→ Try it:
Word for word, print each record, dropping any image it holds.

-------

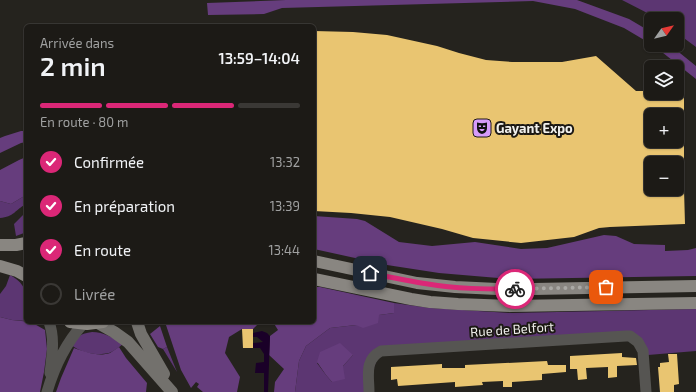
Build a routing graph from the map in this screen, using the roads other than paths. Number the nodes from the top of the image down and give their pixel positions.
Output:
1 (24, 243) edge
2 (0, 245) edge
3 (316, 262) edge
4 (0, 266) edge
5 (24, 275) edge
6 (316, 279) edge
7 (696, 286) edge
8 (696, 303) edge
9 (50, 324) edge
10 (83, 324) edge
11 (102, 324) edge
12 (138, 324) edge
13 (48, 388) edge
14 (172, 392) edge
15 (176, 392) edge
16 (369, 392) edge
17 (646, 392) edge

1 - 2 main road
3 - 7 main road
4 - 5 main road
6 - 8 main road
9 - 13 street
10 - 13 street
11 - 14 street
12 - 15 street
16 - 17 street, Rue de Belfort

-------

→ Task result:
Build a routing graph from the map in this screen, using the roads other than paths. Number the nodes from the top of the image down and give their pixel positions.
Output:
1 (24, 243) edge
2 (0, 245) edge
3 (316, 262) edge
4 (0, 266) edge
5 (24, 275) edge
6 (316, 279) edge
7 (696, 286) edge
8 (696, 303) edge
9 (50, 324) edge
10 (83, 324) edge
11 (102, 324) edge
12 (138, 324) edge
13 (48, 388) edge
14 (172, 392) edge
15 (176, 392) edge
16 (369, 392) edge
17 (646, 392) edge

1 - 2 main road
3 - 7 main road
4 - 5 main road
6 - 8 main road
9 - 13 street
10 - 13 street
11 - 14 street
12 - 15 street
16 - 17 street, Rue de Belfort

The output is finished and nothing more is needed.